Stored items:
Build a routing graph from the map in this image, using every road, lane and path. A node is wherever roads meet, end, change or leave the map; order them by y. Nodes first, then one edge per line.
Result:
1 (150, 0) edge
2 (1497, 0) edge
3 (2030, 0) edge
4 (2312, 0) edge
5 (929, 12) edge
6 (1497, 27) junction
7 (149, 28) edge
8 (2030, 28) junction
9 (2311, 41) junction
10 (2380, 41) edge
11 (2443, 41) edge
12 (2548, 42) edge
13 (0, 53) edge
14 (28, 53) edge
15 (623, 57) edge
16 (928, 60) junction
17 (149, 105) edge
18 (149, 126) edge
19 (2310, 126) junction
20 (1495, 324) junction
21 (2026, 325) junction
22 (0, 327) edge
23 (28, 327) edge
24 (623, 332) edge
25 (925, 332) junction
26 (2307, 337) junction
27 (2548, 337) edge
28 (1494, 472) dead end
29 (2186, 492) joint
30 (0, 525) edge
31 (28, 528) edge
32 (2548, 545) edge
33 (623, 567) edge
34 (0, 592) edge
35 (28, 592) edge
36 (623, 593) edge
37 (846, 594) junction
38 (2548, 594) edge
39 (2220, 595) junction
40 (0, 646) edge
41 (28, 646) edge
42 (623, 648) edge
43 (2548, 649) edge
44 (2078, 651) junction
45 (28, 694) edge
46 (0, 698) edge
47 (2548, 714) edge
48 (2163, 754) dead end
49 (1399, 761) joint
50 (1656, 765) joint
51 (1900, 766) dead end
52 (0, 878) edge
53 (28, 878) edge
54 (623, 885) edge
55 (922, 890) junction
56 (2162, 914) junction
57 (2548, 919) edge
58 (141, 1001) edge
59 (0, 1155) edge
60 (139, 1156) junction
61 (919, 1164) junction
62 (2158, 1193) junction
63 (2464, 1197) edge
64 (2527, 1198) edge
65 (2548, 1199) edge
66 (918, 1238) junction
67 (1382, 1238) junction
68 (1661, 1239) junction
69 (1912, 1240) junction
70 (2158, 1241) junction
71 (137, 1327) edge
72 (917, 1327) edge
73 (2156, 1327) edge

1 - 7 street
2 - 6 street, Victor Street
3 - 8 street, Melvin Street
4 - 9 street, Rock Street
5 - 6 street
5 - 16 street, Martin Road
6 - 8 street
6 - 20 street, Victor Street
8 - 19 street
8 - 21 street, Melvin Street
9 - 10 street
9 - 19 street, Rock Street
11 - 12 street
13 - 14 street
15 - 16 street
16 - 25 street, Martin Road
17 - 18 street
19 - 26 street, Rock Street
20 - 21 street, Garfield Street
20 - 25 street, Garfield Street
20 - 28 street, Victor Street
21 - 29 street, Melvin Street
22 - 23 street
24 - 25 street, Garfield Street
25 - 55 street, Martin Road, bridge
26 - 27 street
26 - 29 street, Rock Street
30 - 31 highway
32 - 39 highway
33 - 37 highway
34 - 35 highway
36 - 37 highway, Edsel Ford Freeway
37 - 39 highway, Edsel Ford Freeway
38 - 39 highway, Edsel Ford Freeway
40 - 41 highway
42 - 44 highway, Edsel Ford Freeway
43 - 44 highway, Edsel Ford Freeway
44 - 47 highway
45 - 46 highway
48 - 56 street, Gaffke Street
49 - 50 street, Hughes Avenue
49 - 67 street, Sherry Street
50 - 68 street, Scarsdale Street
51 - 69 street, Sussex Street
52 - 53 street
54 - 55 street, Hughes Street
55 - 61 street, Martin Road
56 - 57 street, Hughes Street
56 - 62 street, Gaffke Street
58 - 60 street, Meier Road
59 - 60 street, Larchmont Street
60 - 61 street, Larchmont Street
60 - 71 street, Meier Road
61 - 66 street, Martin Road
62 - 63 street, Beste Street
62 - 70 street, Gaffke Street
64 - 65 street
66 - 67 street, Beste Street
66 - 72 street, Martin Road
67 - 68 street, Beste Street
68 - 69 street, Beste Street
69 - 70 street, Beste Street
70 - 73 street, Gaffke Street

→ **WHAT IS REQUIRED**
Each line with the word "dead" in the records above belongs in the result; copy all of them.

→ **WRITTEN SOLUTION**
28 (1494, 472) dead end
48 (2163, 754) dead end
51 (1900, 766) dead end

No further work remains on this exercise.